Task description: An exact copy of all entries is required.

Records for the task:
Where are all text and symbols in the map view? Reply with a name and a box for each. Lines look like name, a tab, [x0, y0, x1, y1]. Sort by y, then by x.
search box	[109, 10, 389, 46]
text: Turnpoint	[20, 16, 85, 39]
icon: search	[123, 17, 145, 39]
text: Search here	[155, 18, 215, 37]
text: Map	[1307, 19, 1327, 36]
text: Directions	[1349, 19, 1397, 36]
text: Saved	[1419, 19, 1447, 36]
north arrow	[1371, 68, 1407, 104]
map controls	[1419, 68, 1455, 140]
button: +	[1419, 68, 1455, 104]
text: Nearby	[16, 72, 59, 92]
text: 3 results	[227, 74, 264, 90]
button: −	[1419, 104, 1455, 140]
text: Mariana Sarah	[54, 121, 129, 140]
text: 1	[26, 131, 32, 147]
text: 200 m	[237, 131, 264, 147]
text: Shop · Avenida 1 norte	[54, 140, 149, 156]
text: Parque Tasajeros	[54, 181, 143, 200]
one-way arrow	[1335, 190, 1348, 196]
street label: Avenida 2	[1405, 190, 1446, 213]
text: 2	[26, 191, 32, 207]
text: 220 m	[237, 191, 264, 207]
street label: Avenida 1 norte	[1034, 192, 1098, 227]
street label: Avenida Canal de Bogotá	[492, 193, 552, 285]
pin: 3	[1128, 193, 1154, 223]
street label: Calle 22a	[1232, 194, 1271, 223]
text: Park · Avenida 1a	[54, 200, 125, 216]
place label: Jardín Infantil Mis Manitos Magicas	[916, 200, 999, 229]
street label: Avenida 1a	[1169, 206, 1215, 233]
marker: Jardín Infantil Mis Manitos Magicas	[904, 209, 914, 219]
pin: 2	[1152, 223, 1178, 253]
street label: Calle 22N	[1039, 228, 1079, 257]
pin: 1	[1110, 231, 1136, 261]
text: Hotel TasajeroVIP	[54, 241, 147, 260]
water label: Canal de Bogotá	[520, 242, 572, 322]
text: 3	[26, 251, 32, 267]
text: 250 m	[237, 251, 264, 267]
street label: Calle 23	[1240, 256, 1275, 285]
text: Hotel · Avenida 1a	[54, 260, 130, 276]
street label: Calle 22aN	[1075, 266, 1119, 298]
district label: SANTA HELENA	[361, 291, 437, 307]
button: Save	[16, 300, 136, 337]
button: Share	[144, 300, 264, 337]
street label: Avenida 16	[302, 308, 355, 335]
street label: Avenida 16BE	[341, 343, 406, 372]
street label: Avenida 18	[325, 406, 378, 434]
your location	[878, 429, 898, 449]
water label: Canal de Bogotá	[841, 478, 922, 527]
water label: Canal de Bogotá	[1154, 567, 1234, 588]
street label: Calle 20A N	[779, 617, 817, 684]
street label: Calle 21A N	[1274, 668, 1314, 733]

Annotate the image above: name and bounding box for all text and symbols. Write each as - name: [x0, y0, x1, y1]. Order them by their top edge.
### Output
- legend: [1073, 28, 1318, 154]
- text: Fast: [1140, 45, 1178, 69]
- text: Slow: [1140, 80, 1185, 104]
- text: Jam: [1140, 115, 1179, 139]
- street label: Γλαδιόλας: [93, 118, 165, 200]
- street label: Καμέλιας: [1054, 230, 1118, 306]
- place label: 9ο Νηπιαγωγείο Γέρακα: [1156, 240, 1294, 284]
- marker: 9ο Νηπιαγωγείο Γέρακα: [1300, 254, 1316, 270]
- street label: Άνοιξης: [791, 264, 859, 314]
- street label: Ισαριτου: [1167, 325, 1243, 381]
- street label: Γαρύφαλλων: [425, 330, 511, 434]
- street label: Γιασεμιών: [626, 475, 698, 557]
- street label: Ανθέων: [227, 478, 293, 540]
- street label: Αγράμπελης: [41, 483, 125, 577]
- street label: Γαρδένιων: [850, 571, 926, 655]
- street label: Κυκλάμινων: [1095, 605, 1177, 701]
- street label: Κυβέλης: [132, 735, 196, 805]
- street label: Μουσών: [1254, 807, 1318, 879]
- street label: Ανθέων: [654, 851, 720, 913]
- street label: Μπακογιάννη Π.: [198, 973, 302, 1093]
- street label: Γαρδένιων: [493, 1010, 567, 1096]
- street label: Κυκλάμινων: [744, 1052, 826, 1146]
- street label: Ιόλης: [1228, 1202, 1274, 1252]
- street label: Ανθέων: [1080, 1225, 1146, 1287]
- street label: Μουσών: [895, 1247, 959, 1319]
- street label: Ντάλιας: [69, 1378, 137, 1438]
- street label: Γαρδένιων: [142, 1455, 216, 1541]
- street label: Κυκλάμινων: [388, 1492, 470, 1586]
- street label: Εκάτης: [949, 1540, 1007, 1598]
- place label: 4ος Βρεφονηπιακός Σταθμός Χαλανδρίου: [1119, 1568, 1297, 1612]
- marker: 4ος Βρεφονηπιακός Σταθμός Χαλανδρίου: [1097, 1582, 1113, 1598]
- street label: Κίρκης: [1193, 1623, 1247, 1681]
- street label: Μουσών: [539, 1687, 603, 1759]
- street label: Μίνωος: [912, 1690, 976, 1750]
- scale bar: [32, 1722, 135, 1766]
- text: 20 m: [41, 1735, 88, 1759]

Written answer:
Where are all text and symbols in the map view? Reply with a name and a box for each. Lines look like name, a tab, [x0, y0, x1, y1]. Sort by y, then by x.
search box	[109, 10, 389, 46]
text: Turnpoint	[20, 16, 85, 39]
icon: search	[123, 17, 145, 39]
text: Search here	[155, 18, 215, 37]
text: Map	[1307, 19, 1327, 36]
text: Directions	[1349, 19, 1397, 36]
text: Saved	[1419, 19, 1447, 36]
north arrow	[1371, 68, 1407, 104]
map controls	[1419, 68, 1455, 140]
button: +	[1419, 68, 1455, 104]
text: Nearby	[16, 72, 59, 92]
text: 3 results	[227, 74, 264, 90]
button: −	[1419, 104, 1455, 140]
text: Mariana Sarah	[54, 121, 129, 140]
text: 1	[26, 131, 32, 147]
text: 200 m	[237, 131, 264, 147]
text: Shop · Avenida 1 norte	[54, 140, 149, 156]
text: Parque Tasajeros	[54, 181, 143, 200]
one-way arrow	[1335, 190, 1348, 196]
street label: Avenida 2	[1405, 190, 1446, 213]
text: 2	[26, 191, 32, 207]
text: 220 m	[237, 191, 264, 207]
street label: Avenida 1 norte	[1034, 192, 1098, 227]
street label: Avenida Canal de Bogotá	[492, 193, 552, 285]
pin: 3	[1128, 193, 1154, 223]
street label: Calle 22a	[1232, 194, 1271, 223]
text: Park · Avenida 1a	[54, 200, 125, 216]
place label: Jardín Infantil Mis Manitos Magicas	[916, 200, 999, 229]
street label: Avenida 1a	[1169, 206, 1215, 233]
marker: Jardín Infantil Mis Manitos Magicas	[904, 209, 914, 219]
pin: 2	[1152, 223, 1178, 253]
street label: Calle 22N	[1039, 228, 1079, 257]
pin: 1	[1110, 231, 1136, 261]
text: Hotel TasajeroVIP	[54, 241, 147, 260]
water label: Canal de Bogotá	[520, 242, 572, 322]
text: 3	[26, 251, 32, 267]
text: 250 m	[237, 251, 264, 267]
street label: Calle 23	[1240, 256, 1275, 285]
text: Hotel · Avenida 1a	[54, 260, 130, 276]
street label: Calle 22aN	[1075, 266, 1119, 298]
district label: SANTA HELENA	[361, 291, 437, 307]
button: Save	[16, 300, 136, 337]
button: Share	[144, 300, 264, 337]
street label: Avenida 16	[302, 308, 355, 335]
street label: Avenida 16BE	[341, 343, 406, 372]
street label: Avenida 18	[325, 406, 378, 434]
your location	[878, 429, 898, 449]
water label: Canal de Bogotá	[841, 478, 922, 527]
water label: Canal de Bogotá	[1154, 567, 1234, 588]
street label: Calle 20A N	[779, 617, 817, 684]
street label: Calle 21A N	[1274, 668, 1314, 733]

Annotate the image above: name and bounding box for all text and symbols. Write each as - name: [x0, y0, x1, y1]. Order them by their top edge.
### Output
- legend: [1073, 28, 1318, 154]
- text: Fast: [1140, 45, 1178, 69]
- text: Slow: [1140, 80, 1185, 104]
- text: Jam: [1140, 115, 1179, 139]
- street label: Γλαδιόλας: [93, 118, 165, 200]
- street label: Καμέλιας: [1054, 230, 1118, 306]
- place label: 9ο Νηπιαγωγείο Γέρακα: [1156, 240, 1294, 284]
- marker: 9ο Νηπιαγωγείο Γέρακα: [1300, 254, 1316, 270]
- street label: Άνοιξης: [791, 264, 859, 314]
- street label: Ισαριτου: [1167, 325, 1243, 381]
- street label: Γαρύφαλλων: [425, 330, 511, 434]
- street label: Γιασεμιών: [626, 475, 698, 557]
- street label: Ανθέων: [227, 478, 293, 540]
- street label: Αγράμπελης: [41, 483, 125, 577]
- street label: Γαρδένιων: [850, 571, 926, 655]
- street label: Κυκλάμινων: [1095, 605, 1177, 701]
- street label: Κυβέλης: [132, 735, 196, 805]
- street label: Μουσών: [1254, 807, 1318, 879]
- street label: Ανθέων: [654, 851, 720, 913]
- street label: Μπακογιάννη Π.: [198, 973, 302, 1093]
- street label: Γαρδένιων: [493, 1010, 567, 1096]
- street label: Κυκλάμινων: [744, 1052, 826, 1146]
- street label: Ιόλης: [1228, 1202, 1274, 1252]
- street label: Ανθέων: [1080, 1225, 1146, 1287]
- street label: Μουσών: [895, 1247, 959, 1319]
- street label: Ντάλιας: [69, 1378, 137, 1438]
- street label: Γαρδένιων: [142, 1455, 216, 1541]
- street label: Κυκλάμινων: [388, 1492, 470, 1586]
- street label: Εκάτης: [949, 1540, 1007, 1598]
- place label: 4ος Βρεφονηπιακός Σταθμός Χαλανδρίου: [1119, 1568, 1297, 1612]
- marker: 4ος Βρεφονηπιακός Σταθμός Χαλανδρίου: [1097, 1582, 1113, 1598]
- street label: Κίρκης: [1193, 1623, 1247, 1681]
- street label: Μουσών: [539, 1687, 603, 1759]
- street label: Μίνωος: [912, 1690, 976, 1750]
- scale bar: [32, 1722, 135, 1766]
- text: 20 m: [41, 1735, 88, 1759]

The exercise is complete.